Architecture

This document describes the architecture of the Open Data Editor project.

Components

High-level design of the Open Data Editor project is shown in the diagram below. The project consists of the following components:

Desktop: The desktop app component is responsible for providing a desktop application for the Open Data Editor project.
Client: The client component is responsible for rendering the user interface and sending requests to the server.
Server: The server component is responsible for handling requests from the client and interacting with the file system, database, and local or remote services.

Design

Desktop

The desktop component is built using the Electron framework. It provides a desktop application for the Open Data Editor project. The desktop component is responsible for starting the client and server components and managing their lifecycle, as well as environment management i.e. installing Python dependencies. This component is the tiniest part of the project and it is not required to be used for local development as the client and server components can be run independently.

The main technologies used in the client component are:

TypeScript
Electron
Electron Builder

Components

The desktop component consists of the classical Electron architecture with the main process, renderer process, and context bridge:

Main Process

The main process is responsible for starting the client and server components and managing their lifecycle. It is also responsible for environment management i.e. installing Python dependencies. As in any Electron app, the main process is the entry point of the application and is responsible for creating the application window.

Renderer Process

The renderer process is responsible for rendering the client’s Application component that communicates with the server using REST APIs.

Context Bridge

The context bridge is a feature of Electron that allows the renderer process to securely communicate with the main process. It is used to send messages between the renderer process and the main process. The only functionality that the client uses from the Electron native interfaces:

getting a server port
opening a project directory
communicating fatal errors

Testing

Currently, the desktop component is not tested. The main reason for this is that the desktop component is a thin layer that starts the client and server components and does not contain any business logic. The client and server components are tested independently.

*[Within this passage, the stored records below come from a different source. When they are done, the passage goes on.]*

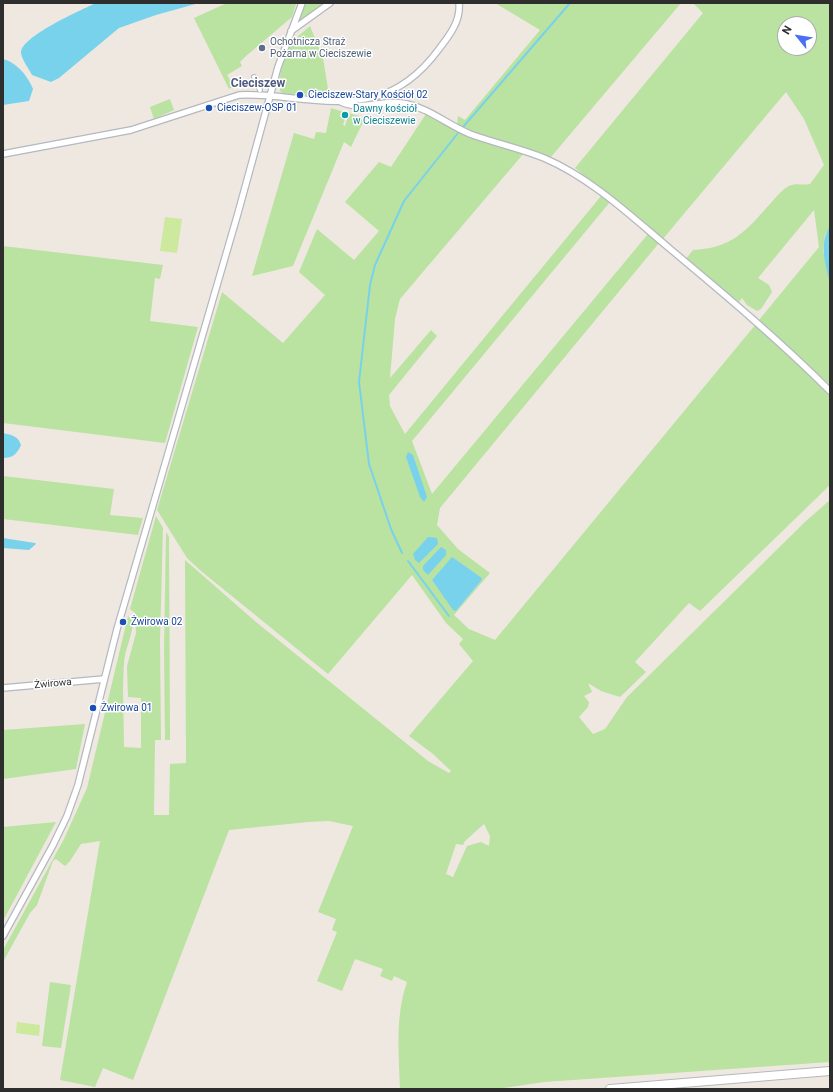 <!DOCTYPE html>
<html>
<head>
<meta charset="utf-8">
<style>
	body { margin:0 }
	#map { position:relative; width:833px; height:1092px; overflow:hidden; background:#eee8e1; font-family:Roboto,sans-serif }
	canvas { display:block }
	.frame { position:absolute; inset:0; border:4px solid #2e2e2e; pointer-events:none }
	.north { position:absolute; left:777px; top:16px; width:40px; height:40px; box-sizing:border-box; background:#fff; border:1px solid #ababab; border-radius:50%; rotate:300deg; font-size:11px; font-weight:700; line-height:16px; text-align:center; color:#2e2e2e }
	.north::after { content:''; display:block; margin:auto; width:14px; height:18px; background:#4970f4; clip-path:polygon(50% 0,100% 100%,50% 72%,0 100%) }
</style>
</head>
<body>
<div id="map">
<canvas width="833" height="1092"></canvas>
<div class="frame"></div>
<div class="north">N</div>
</div>
<script>
const g = document.querySelector('canvas').getContext('2d');
g.lineJoin = 'round';
function paint(path, color) { g.fillStyle = color; g.fill(path, 'evenodd'); }
function stroke(path, color, width, dash) { g.strokeStyle = color; g.lineWidth = width; g.lineCap = dash ? 'butt' : 'round'; g.setLineDash(dash || []); g.stroke(path); }
function drawText(font, color, halo, rows, align = 'center') {
  g.font = font + ' Roboto,sans-serif'; g.lineWidth = 3; g.setLineDash([]); g.textBaseline = 'middle'; g.strokeStyle = halo; g.fillStyle = color; for (const [text, x, y, turn = 0] of rows) {
    g.save(); g.translate(x, y); g.rotate((+turn || 0) * Math.PI / 180); g.textAlign = isNaN(turn) ? turn : align; if (halo) g.strokeText(text, 0, 0); g.fillText(text, 0, 0); g.restore();
  }
}
const green = new Path2D(`
	M227,3L296,4L292,17L246,56L240,62L242,66L227,75L234,86L229,89L194,18Z
	M306,3H326L298,23Z
	M495,3H681L551,157L499,142L457,125L458,116L465,120L540,30Z
	M693,3H830V226L825,235L823,250L830,284V385L759,320L819,247L814,210L758,278L769,285L772,292L761,309L757,311L747,305L742,298L739,302L685,260L693,250C732,248 745,232 769,205C775,199 781,190 789,186C796,182 803,186 810,184L824,165L804,119L786,92L662,240L575,168L703,13ZM785,24H809V48H785Z
	M310,26L323,58L329,95L282,94C274,84 286,51 293,41C298,35 305,31 310,26Z
	M170,99L174,110L154,119L150,107Z
	M331,108L347,113L343,125L345,126L349,113L365,118L351,147L344,142L293,266L252,276L294,133L314,139L316,132L326,133Z
	M426,114L462,134L495,146L524,153L400,299L395,319L390,378L431,330L437,336L389,395L390,406L405,434L601,196L610,202L412,441L432,494L648,234L659,243L440,508L437,525L458,549L490,573L454,615L469,629L495,640L756,324L793,358L830,394V485L700,611L689,603L635,662L646,672L620,697L601,691L588,683L592,692L584,696L589,702L588,707L579,717L593,734L605,729L627,697L806,521L830,500V1062L544,1082L497,1089H400C399,1053 395,1016 407,982L394,976L392,981L380,976L383,969L355,959L342,991L317,981L337,932L332,930L336,919L318,912L353,826L329,821L308,822L229,830L133,1080L103,1068L95,1087L60,1080L100,841L81,844L70,861L65,866L56,859L53,861L37,905L30,913L3,962V950L64,839L87,788L128,616L133,621C133,635 125,648 124,663C122,691 124,720 124,747L141,748V698L128,697L127,666L136,633L135,613L130,609L156,516L163,528L160,640L161,740H155L154,815H169L170,764L186,763L185,560L256,622L428,761L449,773L451,771L433,754L409,736L473,661L459,644L463,639L446,623L412,575L328,674L201,571L187,558L157,510L222,292L283,343L325,295L299,272L317,229L354,260L379,231L345,202L379,162L391,167ZM452,558L482,578L481,581L456,611L432,580ZM484,824L490,836L489,846L481,842L467,846L453,877L446,874L456,844L463,845L465,841Z
	M3,246L163,265L160,279L155,278L150,321L198,327L165,443L3,423Z
	M3,476L114,489L110,515L143,518L138,535L3,519Z
	M166,532L169,537L170,740H165L164,650Z
	M85,724L76,769L3,779V730Z
	M56,822L3,921V827Z
	M50,982L71,985L61,1048L42,1046Z`);
const pitch = new Path2D(`
	M165,217L182,219L177,253L160,251Z
	M17,1022L40,1025L39,1036L16,1033Z`);
const water = new Path2D(`
	M96,3H199L156,15L119,28L59,78L51,82L32,75C29,69 22,60 21,53C20,37 81,10 96,3Z
	M3,59C16,62 28,76 33,89L29,101L3,105Z
	M830,226V284C826,264 818,245 830,226Z
	M3,433C12,435 18,436 21,445C17,454 13,458 3,458Z
	M408,452L413,455L427,497L424,502L420,497L406,457Z
	M428,537L437,538L438,544L419,563L415,560L413,554Z
	M3,538L35,543L36,544L29,550L3,548Z
	M441,547L446,550V555L428,575L423,570V566Z
	M452,557L482,578L481,581L456,611L453,610L432,580Z`);
const stream = new Path2D(`
	M463,127L570,3
	M402,553L391,529L369,464L359,382L370,285L375,265L404,201L458,133
	M408,561L449,616`);
const pedestrian = new Path2D(`
	M254,77L260,90`);
const minor = new Path2D(`
	M291,31L330,3
	M341,102C362,112 385,98 407,104C430,109 448,125 470,134C494,143 520,148 544,158C591,178 631,216 669,248C724,294 779,340 830,391
	M3,154L131,130L239,95C257,94 274,96 291,98C355,105 398,105 439,49C449,36 461,21 459,3
	M3,688L104,679
	M3,936L53,845L67,816L78,785L117,629L238,213L278,67L302,3`);
const secondary = new Path2D(`
	M610,1089L830,1071`);
const markers = [
	[262,48,4,"#5c6f8a"],
	[300,95,4,"#1a4fb4"],
	[209,108,4,"#1a4fb4"],
	[345,115,4,"#0f9aa8"],
	[123,622,4,"#1a4fb4"],
	[93,708,4,"#1a4fb4"]
];
const serviceNames = [
	["Ochotnicza Straż",270,42],
	["Pożarna w Cieciszewie",270,54]
];
const transitNames = [
	["Cieciszew-Stary Kościół 02",308,95],
	["Cieciszew-OSP 01",217,108],
	["Żwirowa 02",131,622],
	["Żwirowa 01",101,708]
];
const cultureNames = [
	["Dawny kościół",353,109],
	["w Cieciszewie",353,121]
];
const streetNames = [
	["Żwirowa",53,684,-5]
];
const quarterNames = [
	["Cieciszew",258,84]
];
paint(green, '#bae2a0');
paint(pitch, '#cce99d');
paint(water, '#79d2eb');
stroke(stream, '#79d2eb', 2);
stroke(pedestrian, '#b4b8c0', 6);
stroke(minor, '#b4b8c0', 8);
stroke(secondary, '#b4b8c0', 10);
stroke(pedestrian, '#fff', 4);
stroke(minor, '#fff', 5.5);
stroke(secondary, '#fff', 8);
for (const [x, y, r, color] of markers) { const dot = new Path2D(); dot.arc(x, y, r, 0, 2 * Math.PI); g.fillStyle = color; g.fill(dot); stroke(dot, '#fff', 1.5); }
drawText('10px', '#4e5e75', '#fff', serviceNames, 'left');
drawText('10px', '#164399', '#fff', transitNames, 'left');
drawText('10px', '#0d838f', '#fff', cultureNames, 'left');
drawText('10px', '#2e2e2e', '#fff', streetNames);
drawText('bold 12px', '#4f597e', '#fff', quarterNames);
</script>
</body>
</html>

On the other hand, once Bootstrap e2e testing is setup it will be great to add at least some basic e2e coverage. The best case scinario would be having some unit testings as well for the main process and context bridge. In-general, the testing will require seting up a testing environment for the Electron app on different platforms.

Client

The client component is responsible for rendering the user interface and sending requests to the server. It is built using React and communicates with the server using REST APIs.

The main technologies used in the client component are:

TypeScript
React
MaterialUI
Zustand
Inovua
Monaco
Leaflet
Vega

Components

The client uses a component-based architecture. Each component is responsible for rendering a specific part of the user interface. The components are nested and have different level of abstraction. Most of high-level components uses Zustand for shared state management while low-level components are stateless or use local React.useState.

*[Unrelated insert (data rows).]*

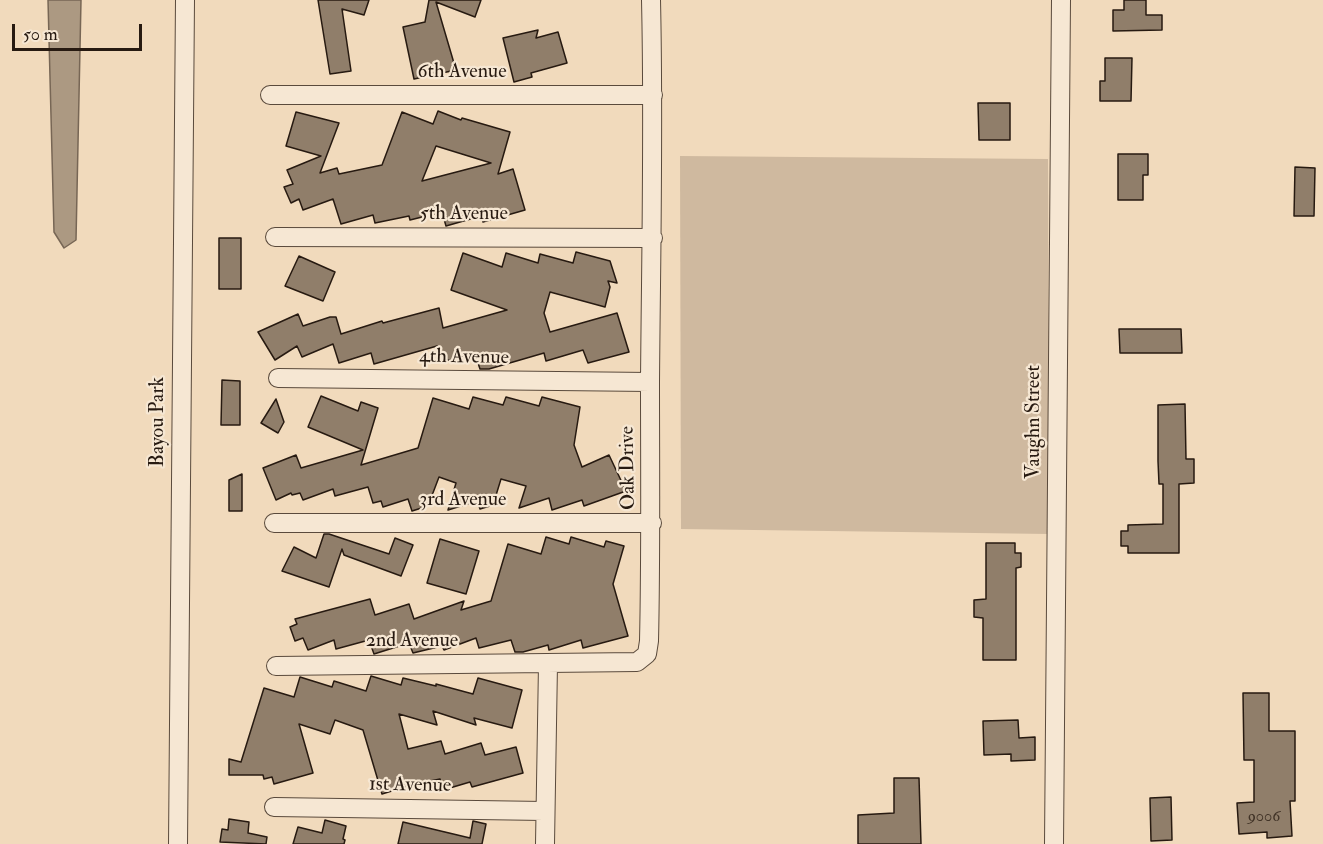 <!DOCTYPE html>
<html>
<head>
<meta charset="utf-8">
<style>
	body { margin:0 }
	#map { position:relative; width:1323px; height:844px; overflow:hidden; background:#f1dabc; font-family:"IM FELL Double Pica",serif }
	canvas { display:block }
	.scale { position:absolute; left:12px; top:24px; width:130px; height:27px; box-sizing:border-box; border:3px solid #271a11; border-top:0; padding-left:8px; font-size:18px; line-height:21px; white-space:nowrap; color:#271a11; -webkit-text-stroke:4px #f6e7d3; paint-order:stroke }
</style>
</head>
<body>
<div id="map">
<canvas width="1323" height="844"></canvas>
<div class="scale">50 m</div>
</div>
<script>
const c = document.querySelector('canvas').getContext('2d');
c.lineJoin = 'round';
function fillPath(path, color) { c.fillStyle = color; c.fill(path, 'evenodd'); }
function stroke(path, color, width, dash) { c.strokeStyle = color; c.lineWidth = width; c.lineCap = dash ? 'butt' : 'round'; c.setLineDash(dash || []); c.stroke(path); }
function write(font, color, halo, rows, align = 'center') {
  c.font = font + ' "IM FELL Double Pica",serif'; c.lineWidth = 4.5; c.setLineDash([]); c.textBaseline = 'middle'; c.strokeStyle = halo; c.fillStyle = color; for (const [text, x, y, turn = 0] of rows) {
    c.save(); c.translate(x, y); c.rotate((+turn || 0) * Math.PI / 180); c.textAlign = isNaN(turn) ? turn : align; if (halo) c.strokeText(text, 0, 0); c.fillText(text, 0, 0); c.restore();
  }
}
fillPath(new Path2D(`
	M680,156L1048,159L1049,534L681,529Z`), '#cfb99f');
const water = new Path2D(`
	M48,0H81L76,240L64,248L54,232Z`);
fillPath(water, '#ac9982');
stroke(water, '#765', 1.5);
const building = new Path2D(`
	M318,0H369L364,15L342,9L351,71L330,74Z
	M429,0H481L475,17L436,2L456,70L414,79L403,27L425,22Z
	M1124,0H1146V15H1162V30L1113,31V10H1124Z
	M538,30L536,38L558,32L567,63L531,73L532,77L514,82L503,38Z
	M1105,58H1132L1131,101H1100V81H1105Z
	M978,103H1010V140H979Z
	M438,111L461,120L462,118L510,132L498,174L513,169L525,210L483,222L481,216L446,226L442,212L410,220L409,216L375,223L373,215L341,224L333,199L303,210L299,199L291,203L284,187L293,184L287,170L321,156L286,146L296,112L339,123L320,173L337,168L339,174L382,165L402,112L433,124ZM436,146L491,163L422,181Z
	M1118,154H1148V175H1143V200H1118Z
	M1295,167L1315,168L1314,216H1294Z
	M219,238H241V289H219Z
	M576,252L610,261L617,283L608,281L610,287L605,307L550,292L544,313L550,332L617,313L629,352L588,363L583,350L546,361L544,353L489,369H480L475,354L441,362L437,346L374,364L371,353L339,363L333,344L302,357L297,346L275,360L258,332L298,314L303,326L330,317H336L341,334L382,321L383,323L439,308L443,328L507,310L451,290L463,253L502,267L506,253L538,263L540,254L573,263Z
	M299,256L335,272L323,301L285,286Z
	M1119,329H1181L1182,353H1120Z
	M222,380L240,381V425H221Z
	M321,396L358,411L361,402L378,408L361,465L418,448L433,398L469,409L473,397L503,405L506,397L539,406L542,397L580,407L574,445L582,467L609,455L626,491L584,506L582,500L552,510L549,498L519,508L526,486L501,479L493,505L480,509L477,501L448,510L456,483L439,477L428,506L412,511L408,499L383,507L381,501L373,503L368,487L335,496L333,489L303,500L300,493L292,495L291,493L276,500L263,468L296,455L301,468L363,450L308,427Z
	M276,399L284,422L278,433L261,423Z
	M1185,404L1186,459H1194V483L1179,484V553H1128V546H1121V531H1128V525L1163,524V484H1159L1158,461V405Z
	M242,474V511H229V480Z
	M324,534H329L389,554L395,538L413,545L401,576L344,555L342,549L329,587L282,571L294,547L316,558Z
	M546,537L569,544L571,537L604,547L606,541L624,546L613,584L628,636L583,648L581,640L549,650L548,645L523,652H515L511,640L479,648L476,638L444,650L442,646L413,653L409,643L374,654L369,640L336,649L334,640L308,650L303,638L295,641L290,627L297,624L295,619L370,599L375,615L409,604L414,619L464,601L461,610L491,601L508,544L541,554Z
	M440,539L479,551L466,594L427,583Z
	M986,543H1015V553H1021V567L1016,568V660H983V618L974,617V600L986,599Z
	M371,676L401,685L403,678L436,686V684L473,694L478,678L522,690L512,728L474,718L476,725L433,711L437,725L399,714L408,749L441,741L445,754L481,743L485,755L516,747L523,773L472,787L470,782L443,790L440,779L411,785L382,794L363,730L335,720L330,734L299,724L313,773L274,784L272,777L264,779L263,775H229V759L241,762L264,688L294,697L300,677L332,687L334,681L366,691Z
	M1243,693H1269V731H1295V801H1290L1292,836L1267,838V832L1239,834L1237,803L1254,802V760H1244Z
	M1018,720L1019,738L1035,737V760L1011,761V754L984,755L983,721Z
	M894,778H919L921,844H858V815L894,813Z
	M1171,797L1172,840L1151,841L1150,798Z
	M229,819L249,822L248,833L267,837L266,844L220,842L222,829L228,830Z
	M325,820L346,826L343,839L345,840L344,844H293L298,827L322,833Z
	M473,821L486,824L482,844H398L403,822L470,838Z`);
fillPath(building, '#907e6a');
stroke(building, '#271a11', 1.5);
const minor = new Path2D(`
	M270,95H653
	M275,237L653,238
	M278,378L650,382
	M274,523H652
	M276,666L637,662L647,654L649,641C651,554 650,468 650,382C651,254 654,127 651,0
	M274,807L544,811
	M178,844L185,0
	M545,844L548,664
	M1054,844L1061,0`);
stroke(minor, '#5a4a3c', 20);
stroke(minor, '#f6e7d3', 18);
write('16px', '#413327', null, [
	["9006",1264,818]
]);
write('20px', '#271a11', '#f6e7d3', [
	["6th Avenue",462,73],
	["5th Avenue",464,215],
	["4th Avenue",464,358,1],
	["Bayou Park",159,422,-90],
	["Vaughn Street",1035,422,-90],
	["Oak Drive",629,468,-91],
	["3rd Avenue",463,501],
	["2nd Avenue",412,642],
	["1st Avenue",410,786,1]
]);
</script>
</body>
</html>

Components that are required to have access to the server use the Client class singleton to access the server. The Client class is a wrapper around the fetch function that is used to send requests to the API. The Client class is responsible for providing client-side types information and error handling. Components get the client singleton instance as a prop as a part of dependency injection pattern.

Application

Application USE Zustand for shared state management

The components/Application component is the root component of the application. It is responsible for rendering the main layout of the application and managing the file browser, the routing and controllers. The underlaying component are described in the sections belows and here is an examplar structure of the Application component for a tabular data source:

Layout

Controllers

Controllers usually USE Zustand for shared state management

In the components/controllers folder there are components that are responsible for rendering a full data source representation including all the underlaying editors, views, and parts. Controllers are split by the file type e.g.:

table
text
chart
etc

Editors

Editors usually USE Zustand for shared state management

In the components/Editors folder there are components that are responsible for editing different data and metadata sources. It includes editors for tables, texts, Data Package metadata entities, and more.

Views

Views usually DON’T USE Zustand for shared state management

In the components/Views folder there are components that are responsible for rendering different data and metadata sources without an ability to edit the source. The most promenent example of a view is a Report that takes a Frictionless Validation Report as one of the props and renders it to a visual representation.

Parts

Parts usually DON’T USE Zustand for shared state management

In the components/Parts folder there are components that are used in multiple places in the application. They are usually low-level components such as dialogs or buttons that are used to build more complex components. Parts are basically a application-specific library of components that are mostly based on MUI primitives.

Testing

A testing system hasn’t been set up yet. Here is a list of issue for handling it:

Server

The server component is responsible for handling requests from the client and interacting with the file system, database, and local or remote services. It is built using FastAPI and communicates with the client using REST APIs.

The main technologies used in the server component are:

Python
FastAPI
Pydantic
SQLAlchemy
SQLite
TinyDB
Frictionless
OpenAPI

Components

The server component is built using the FastAPI framework. Currently, it uses synchronous Python functions. It consists of the following components:

Endpoints

The server component consists of a set of endpoints that are responsible for handling requests from the client. Each endpoint is responsible for a specific part of the application, such as managing projects, data sources, and metadata entities.

All calls need to be POST. All the endpoints use Pydantic based Props and Result models. The endpoints routing is subj/verb based, for example, there are following endpoints:

POST /file/list
POST /table/read
etc

The error handling is done by catching all the possible exceptions and returning a JSON response with the error message and status code.

Models

As per FastAPI architecture, the server component consists of a set of models. The models are written using Pydantic, which is a data validation library for Python. Pydantic is used to define the structure of the data that is sent and received by the API. The models are used to validate the data that is sent to the API and to serialize the data that is sent back to the client.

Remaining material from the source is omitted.